Nous avons pris un composé existant et l’avons rendu plus puissant en le concevant pour former une nouvelle liaison chimique avec PLpro. Nos efforts consistent maintenant à tirer parti de ce que nous avons développé pour fabriquer de meilleurs composés qui pourraient un jour être pris sous forme de pilule. »
Brian Sanders, chimiste de l’ORNL et auteur principal
Les autres scientifiques de l’ORNL qui ont collaboré au projet sont Russell Davidson, Kevin Weiss, Qiu Zhang et Hugh O’Neill, tandis qu’Audrey Labbe, Connor Cooper, Gwyndalyn Phillips, Stephanie Galanie et Marti Head sont d’anciens membres du personnel.
Se préparer aux futures épidémies de virus
Les chercheurs travaillent déjà sur une deuxième génération de l’inhibiteur covalent PLpro qui est plus stable et mieux absorbé et distribué par l’organisme, visant à améliorer son adéquation en tant que médicament oral dans le cadre du programme d’innovation technologique de l’ORNL.

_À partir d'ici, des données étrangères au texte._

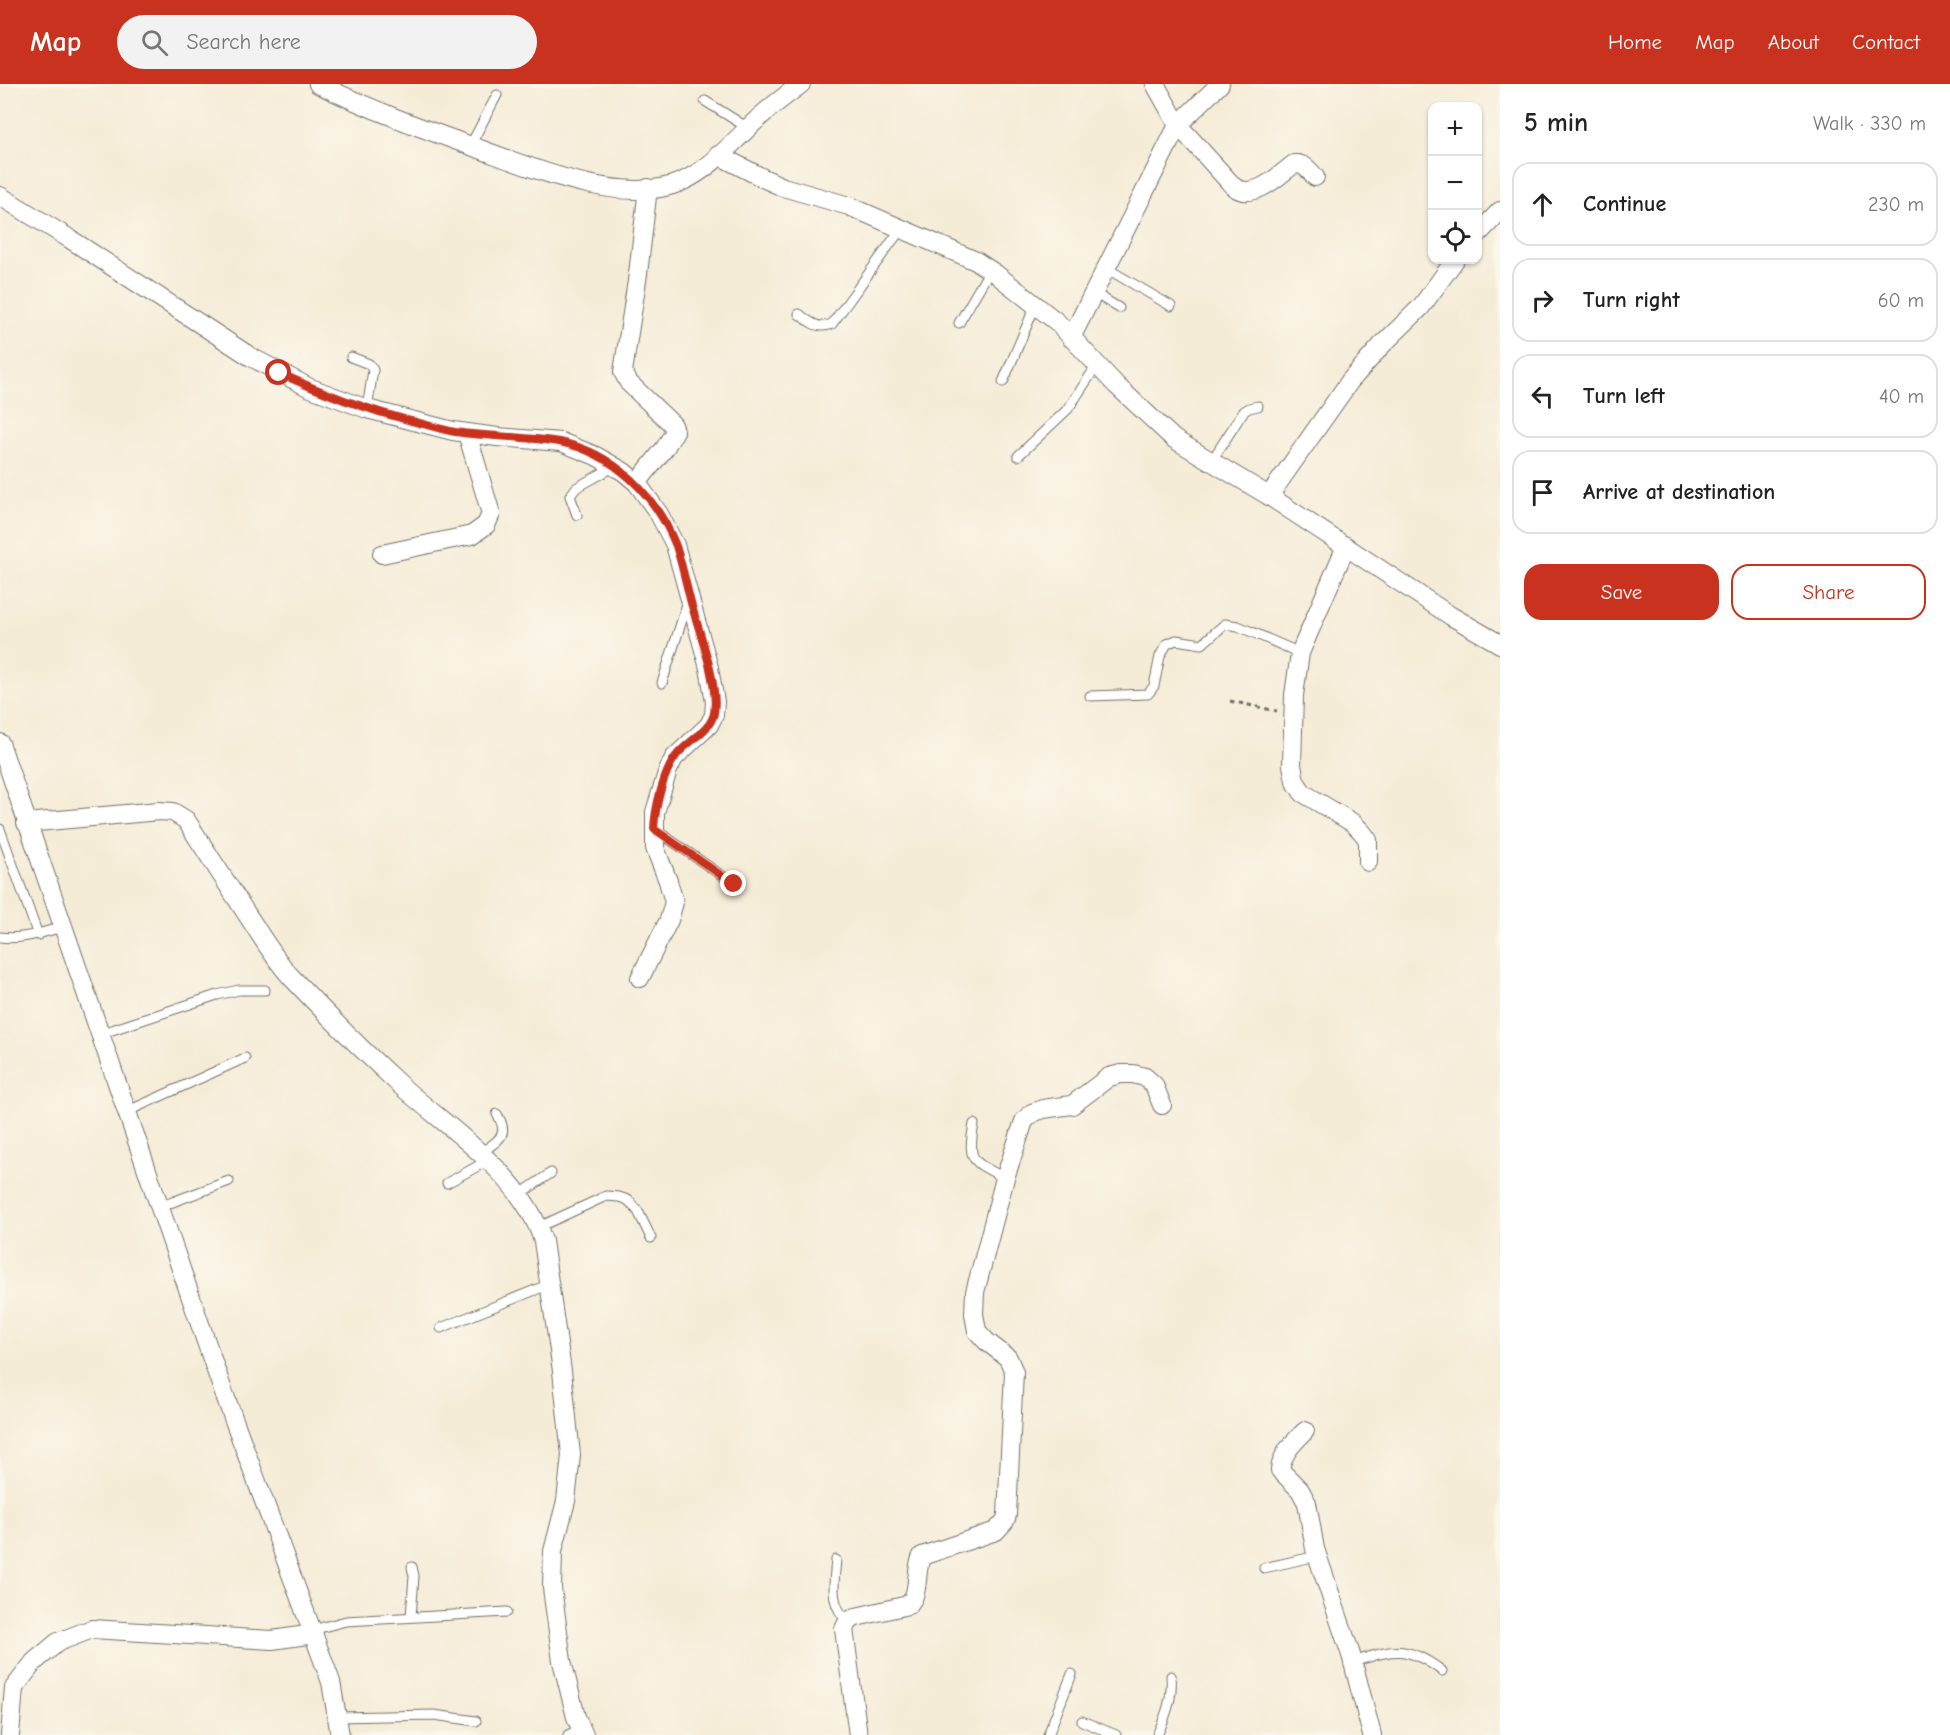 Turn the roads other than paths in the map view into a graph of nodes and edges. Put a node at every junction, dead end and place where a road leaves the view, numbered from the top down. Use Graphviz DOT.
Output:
graph roads {
  1 [pos="318,84"];
  2 [pos="801,84"];
  3 [pos="1155,84"];
  4 [pos="1220,84"];
  5 [pos="337,88"];
  6 [pos="497,95"];
  7 [pos="705,101"];
  8 [pos="1178,125"];
  9 [pos="748,129"];
  10 [pos="470,146"];
  11 [pos="718,155"];
  12 [pos="1315,177"];
  13 [pos="648,188"];
  14 [pos="0,196"];
  15 [pos="1500,211"];
  16 [pos="901,229"];
  17 [pos="1482,230"];
  18 [pos="1452,264"];
  19 [pos="1106,268"];
  20 [pos="990,270"];
  21 [pos="1094,293"];
  22 [pos="1036,304"];
  23 [pos="1170,306"];
  24 [pos="1119,308"];
  25 [pos="799,314"];
  26 [pos="959,323"];
  27 [pos="1071,338"];
  28 [pos="351,357"];
  29 [pos="1097,365"];
  30 [pos="1003,382"];
  31 [pos="1258,406"];
  32 [pos="367,409"];
  33 [pos="467,433"];
  34 [pos="1018,456"];
  35 [pos="1211,462"];
  36 [pos="615,466"];
  37 [pos="637,483"];
  38 [pos="1269,496"];
  39 [pos="577,515"];
  40 [pos="1346,546"];
  41 [pos="382,554"];
  42 [pos="689,595"];
  43 [pos="1500,644"];
  44 [pos="1300,653"];
  45 [pos="662,683"];
  46 [pos="1090,696"];
  47 [pos="0,743"];
  48 [pos="26,823"];
  49 [pos="0,829"];
  50 [pos="654,829"];
  51 [pos="1368,862"];
  52 [pos="734,884"];
  53 [pos="62,927"];
  54 [pos="38,935"];
  55 [pos="0,937"];
  56 [pos="640,978"];
  57 [pos="265,990"];
  58 [pos="100,1034"];
  59 [pos="245,1058"];
  60 [pos="1162,1105"];
  61 [pos="126,1112"];
  62 [pos="497,1114"];
  63 [pos="974,1124"];
  64 [pos="484,1157"];
  65 [pos="551,1173"];
  66 [pos="1005,1178"];
  67 [pos="230,1181"];
  68 [pos="447,1183"];
  69 [pos="519,1195"];
  70 [pos="159,1207"];
  71 [pos="539,1227"];
  72 [pos="651,1238"];
  73 [pos="550,1284"];
  74 [pos="441,1328"];
  75 [pos="1305,1431"];
  76 [pos="1317,1556"];
  77 [pos="836,1560"];
  78 [pos="412,1567"];
  79 [pos="1264,1568"];
  80 [pos="507,1612"];
  81 [pos="411,1617"];
  82 [pos="848,1621"];
  83 [pos="313,1632"];
  84 [pos="1353,1662"];
  85 [pos="1442,1671"];
  86 [pos="1072,1674"];
  87 [pos="1171,1676"];
  88 [pos="476,1720"];
  89 [pos="1082,1721"];
  90 [pos="339,1726"];
  91 [pos="577,1733"];
  92 [pos="10,1735"];
  93 [pos="858,1735"];
  94 [pos="1048,1735"];
  95 [pos="1116,1735"];
  96 [pos="1157,1735"];
  97 [pos="1372,1735"];
  1 -- 5 [label="street"];
  2 -- 9 [label="street"];
  3 -- 8 [label="street"];
  4 -- 8 [label="street"];
  5 -- 10 [label="street"];
  6 -- 10 [label="lane"];
  7 -- 9 [label="lane"];
  8 -- 12 [label="street"];
  8 -- 19 [label="street"];
  9 -- 11 [label="street"];
  10 -- 13 [label="street"];
  11 -- 13 [label="street"];
  11 -- 16 [label="street"];
  13 -- 37 [label="street"];
  14 -- 32 [label="street"];
  15 -- 17 [label="street"];
  16 -- 20 [label="street"];
  16 -- 25 [label="lane"];
  18 -- 38 [label="street"];
  19 -- 21 [label="street"];
  19 -- 23 [label="lane"];
  20 -- 22 [label="street"];
  20 -- 26 [label="lane"];
  21 -- 24 [label="lane"];
  21 -- 27 [label="street"];
  22 -- 27 [label="street"];
  22 -- 30 [label="lane"];
  27 -- 29 [label="street"];
  28 -- 32 [label="lane"];
  29 -- 34 [label="lane"];
  29 -- 35 [label="street"];
  31 -- 35 [label="lane"];
  32 -- 33 [label="street"];
  33 -- 36 [label="street"];
  33 -- 41 [label="street"];
  35 -- 38 [label="street"];
  36 -- 37 [label="street"];
  36 -- 39 [label="lane"];
  37 -- 42 [label="street"];
  38 -- 40 [label="street"];
  40 -- 43 [label="street"];
  40 -- 44 [label="street"];
  42 -- 45 [label="lane"];
  42 -- 50 [label="street"];
  44 -- 46 [label="lane"];
  44 -- 51 [label="street"];
  47 -- 48 [label="street"];
  48 -- 53 [label="street"];
  48 -- 64 [label="street"];
  49 -- 54 [label="lane"];
  50 -- 52 [label="lane"];
  50 -- 56 [label="street"];
  53 -- 54 [label="lane"];
  53 -- 58 [label="street"];
  54 -- 55 [label="lane"];
  57 -- 58 [label="lane"];
  58 -- 61 [label="street"];
  59 -- 61 [label="lane"];
  60 -- 66 [label="street"];
  61 -- 70 [label="street"];
  62 -- 64 [label="lane"];
  63 -- 66 [label="lane"];
  64 -- 68 [label="lane"];
  64 -- 69 [label="street"];
  65 -- 69 [label="lane"];
  66 -- 82 [label="street"];
  67 -- 70 [label="lane"];
  69 -- 71 [label="street"];
  70 -- 83 [label="street"];
  71 -- 72 [label="lane"];
  71 -- 73 [label="street"];
  73 -- 74 [label="lane"];
  73 -- 91 [label="street"];
  75 -- 76 [label="street"];
  76 -- 79 [label="lane"];
  76 -- 84 [label="street"];
  77 -- 82 [label="lane"];
  78 -- 81 [label="lane"];
  80 -- 81 [label="lane"];
  81 -- 83 [label="lane"];
  82 -- 93 [label="street"];
  83 -- 90 [label="street"];
  83 -- 92 [label="street"];
  84 -- 85 [label="lane"];
  84 -- 97 [label="street"];
  86 -- 94 [label="lane"];
  87 -- 96 [label="lane"];
  88 -- 90 [label="lane"];
  89 -- 95 [label="lane"];
}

La même stratégie de conception consistant à identifier une molécule, à comprendre comment elle se lie à une cible et à la modifier pour la rendre plus efficace pourrait être appliquée à la compréhension et à la lutte contre les futurs virus, ont noté les scientifiques.
« La découverte de médicaments antiviraux sera toujours nécessaire et a été l’une des principales motivations de ce projet », a déclaré Parks.

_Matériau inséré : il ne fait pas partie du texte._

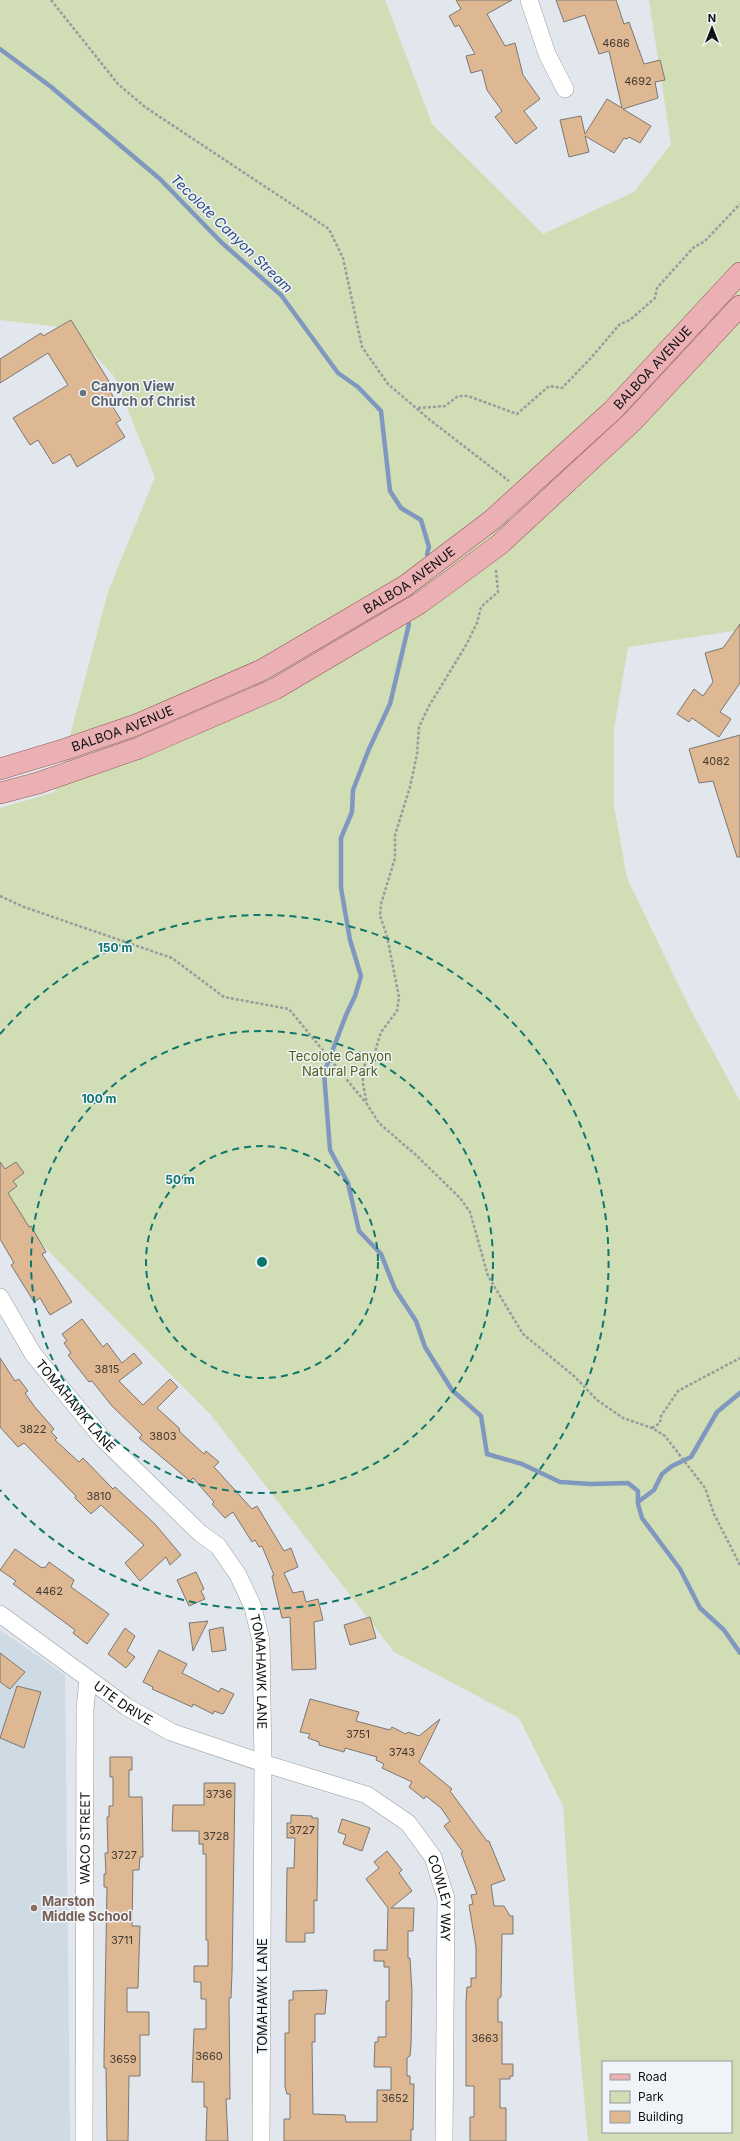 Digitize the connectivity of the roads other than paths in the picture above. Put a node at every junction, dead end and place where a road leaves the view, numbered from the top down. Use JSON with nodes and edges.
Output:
{"nodes":[{"id":1,"x":530,"y":0,"type":"edge"},
{"id":2,"x":565,"y":89,"type":"dead end"},
{"id":3,"x":740,"y":273,"type":"edge"},
{"id":4,"x":740,"y":306,"type":"edge"},
{"id":5,"x":44,"y":756,"type":"junction"},
{"id":6,"x":0,"y":762,"type":"edge"},
{"id":7,"x":0,"y":769,"type":"edge"},
{"id":8,"x":0,"y":793,"type":"edge"},
{"id":9,"x":0,"y":1297,"type":"edge"},
{"id":10,"x":0,"y":1614,"type":"edge"},
{"id":11,"x":88,"y":1679,"type":"junction"},
{"id":12,"x":263,"y":1763,"type":"junction"},
{"id":13,"x":84,"y":2141,"type":"edge"},
{"id":14,"x":261,"y":2141,"type":"edge"},
{"id":15,"x":444,"y":2141,"type":"edge"}],
"edges":[{"from":1,"to":2,"type":"street"},
{"from":3,"to":5,"type":"main road","name":"BALBOA AVENUE"},
{"from":4,"to":8,"type":"main road","name":"BALBOA AVENUE"},
{"from":5,"to":6,"type":"main road"},
{"from":5,"to":7,"type":"main road","name":"BALBOA AVENUE"},
{"from":9,"to":12,"type":"street","name":"TOMAHAWK LANE"},
{"from":10,"to":11,"type":"street","name":"UTE DRIVE"},
{"from":11,"to":12,"type":"street","name":"UTE DRIVE"},
{"from":11,"to":13,"type":"street","name":"WACO STREET"},
{"from":12,"to":14,"type":"street","name":"TOMAHAWK LANE"},
{"from":12,"to":15,"type":"street","name":"COWLEY WAY"}]}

« Si un nouveau coronavirus émerge, nos modèles et composés peuvent être utilisés pour poursuivre les efforts pour de nouveaux médicaments antiviraux », a déclaré Sanders. « Nous travaillons à cocher les cases qu’un partenaire industriel ou pharmaceutique potentiel voudrait voir. Je trouve cela très excitant. »
Cette recherche a été soutenue par le National Virtual Biotechnology Laboratory, un groupe de laboratoires nationaux du DOE axé sur la réponse à la pandémie de COVID-19 avec un financement fourni par la Coronavirus CARES Act ; ainsi que le Bureau des sciences du DOE, le Bureau des sciences énergétiques fondamentales et le Bureau de la recherche biologique et environnementale. Un soutien supplémentaire a été fourni par l’Institut national des sciences médicales générales des National Institutes of Health.